The paper read: ‘1 update and reintroduce the NSEERS screening and tracking system (National Security Entry-Exit Registration System) that was in place from 2002-2005. All aliens from high-risk areas are tracked.’
Trump supporters have floated a registry of Muslim immigrants as part of efforts to combat terrorism, but officials with his transition team have denied any such plans.
The heads of an anti-Semitism American NGO and America’s most prominent African-American civil rights group have vowed to register as a Muslim should Trump create a national database for the religion’s followers.
Trump’s Communications Director denied that Trump supports monitoring individuals based on their faith. Jason Miller told CNN Trump “has never advocated for any registry or system that tracks individuals based on their religion, and to imply otherwise is completely false.”
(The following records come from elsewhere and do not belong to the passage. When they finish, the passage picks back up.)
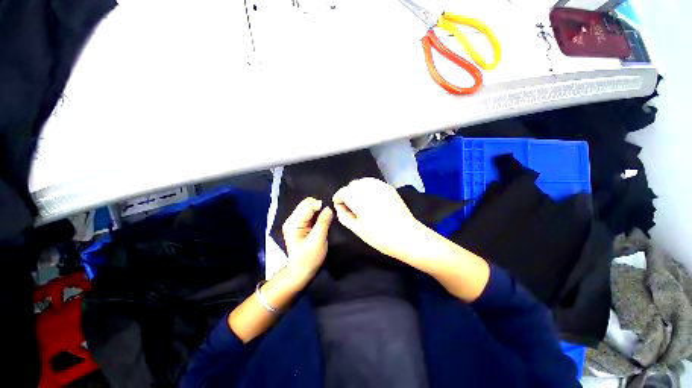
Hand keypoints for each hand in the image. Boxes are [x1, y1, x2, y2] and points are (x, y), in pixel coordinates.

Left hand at [282, 197, 333, 280]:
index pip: (307, 205)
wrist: (301, 270)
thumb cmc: (309, 258)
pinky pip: (309, 213)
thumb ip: (323, 223)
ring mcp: (295, 221)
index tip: (330, 213)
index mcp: (293, 223)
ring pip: (308, 207)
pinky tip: (321, 221)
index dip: (320, 206)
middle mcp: (292, 219)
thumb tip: (329, 208)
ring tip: (326, 219)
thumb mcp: (318, 241)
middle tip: (328, 217)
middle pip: (307, 203)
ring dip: (319, 210)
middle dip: (319, 207)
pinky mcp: (299, 224)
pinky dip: (317, 214)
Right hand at [332, 178, 426, 261]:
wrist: (407, 236)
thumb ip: (344, 217)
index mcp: (359, 199)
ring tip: (361, 202)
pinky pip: (373, 183)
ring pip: (362, 181)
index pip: (343, 192)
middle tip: (351, 207)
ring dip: (358, 189)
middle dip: (348, 194)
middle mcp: (368, 189)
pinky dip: (368, 188)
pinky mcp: (389, 188)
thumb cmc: (380, 237)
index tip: (341, 208)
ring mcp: (380, 186)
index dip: (338, 199)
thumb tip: (340, 208)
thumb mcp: (358, 230)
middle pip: (352, 185)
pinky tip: (371, 198)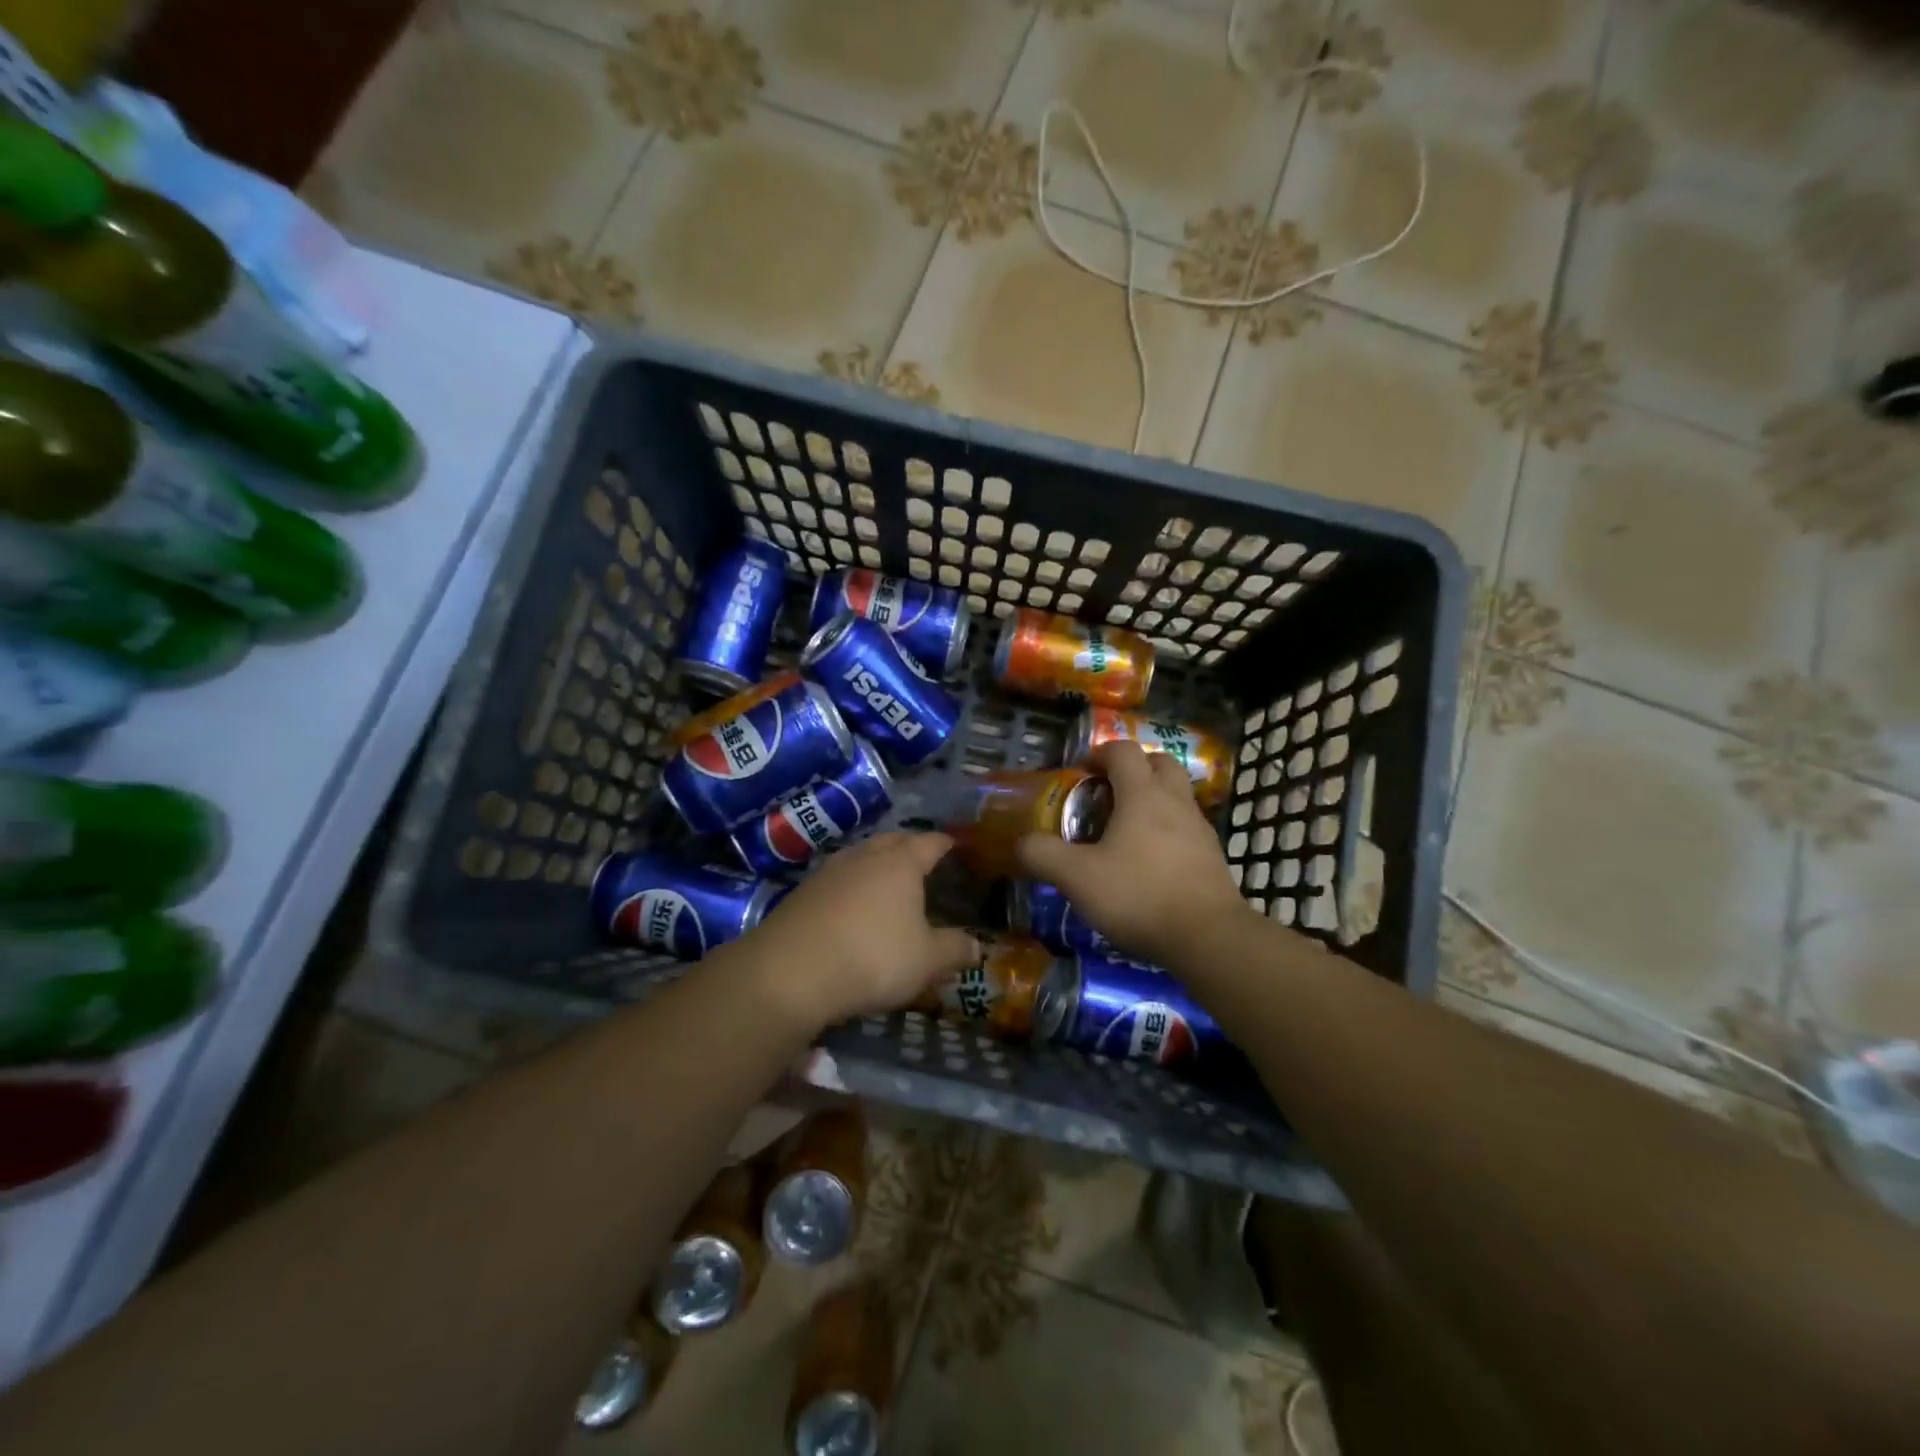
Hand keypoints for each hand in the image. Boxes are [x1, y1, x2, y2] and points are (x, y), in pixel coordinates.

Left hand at [748, 831, 978, 1026]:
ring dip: (877, 863)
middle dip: (910, 846)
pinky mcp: (803, 892)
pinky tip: (853, 905)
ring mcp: (830, 871)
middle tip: (923, 858)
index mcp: (901, 863)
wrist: (790, 971)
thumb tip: (976, 945)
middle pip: (892, 840)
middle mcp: (865, 857)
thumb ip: (954, 949)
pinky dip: (852, 885)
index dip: (945, 843)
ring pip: (861, 856)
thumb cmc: (872, 957)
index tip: (955, 845)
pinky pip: (838, 878)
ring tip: (889, 880)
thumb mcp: (926, 960)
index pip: (930, 842)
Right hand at [1018, 741, 1253, 968]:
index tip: (1081, 771)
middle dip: (1134, 767)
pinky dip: (1168, 829)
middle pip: (1160, 762)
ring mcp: (1199, 829)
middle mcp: (1175, 801)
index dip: (1100, 753)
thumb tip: (1022, 843)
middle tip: (1109, 790)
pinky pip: (1187, 827)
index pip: (1123, 751)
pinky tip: (1149, 860)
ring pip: (1177, 794)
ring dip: (1153, 798)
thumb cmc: (1139, 895)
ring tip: (1126, 828)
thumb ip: (1043, 855)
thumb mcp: (1077, 878)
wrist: (1208, 937)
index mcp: (1142, 794)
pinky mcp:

However, during his presidential campaign Trump effectively told NBC’s Meet the Press his Muslim ban will be replaced with the word territory ban, “I’m looking now at territory. People were so upset when I used the word Muslim. Oh, you can’t use the word Muslim . . . . And I’m OK with that because I’m talking territory instead of Muslim.”
Jonathan Greenblatt, CEO of the ADL said: “The new administration plans to force Muslims to register on some master list.”
Speaking at ADL’s Never is Now Conference in New York on November 17 Greenblatt, said, “As Jews, we know what it means to be forced to register. I pledge to you that because I am committed to the fight against anti-Semitism that if one-day Muslim-Americans are forced to register their identities, that is the day this proud Jew will register as Muslim. Making powerful enemies is the price one must pay, at times, for speaking truth to power.”
President of African-American civil rights group, the National Association for the Advancement of Colored People (NAACP), Cornell Brooks, was among those to second the pledge.
“As a proud Christian & a card-carrying member of the @NAACP, I’ll also register as a Muslim right behind @JGreenblattADL,” he wrote.
Greenblatt added Americans must reject all forms of discrimination regardless of which minority group it targets.
“No one has an excuse for excusing intolerance. We must stand with our fellow Americans who may be singled out for how they look, where they’re from, who they love or how they pray,” he said.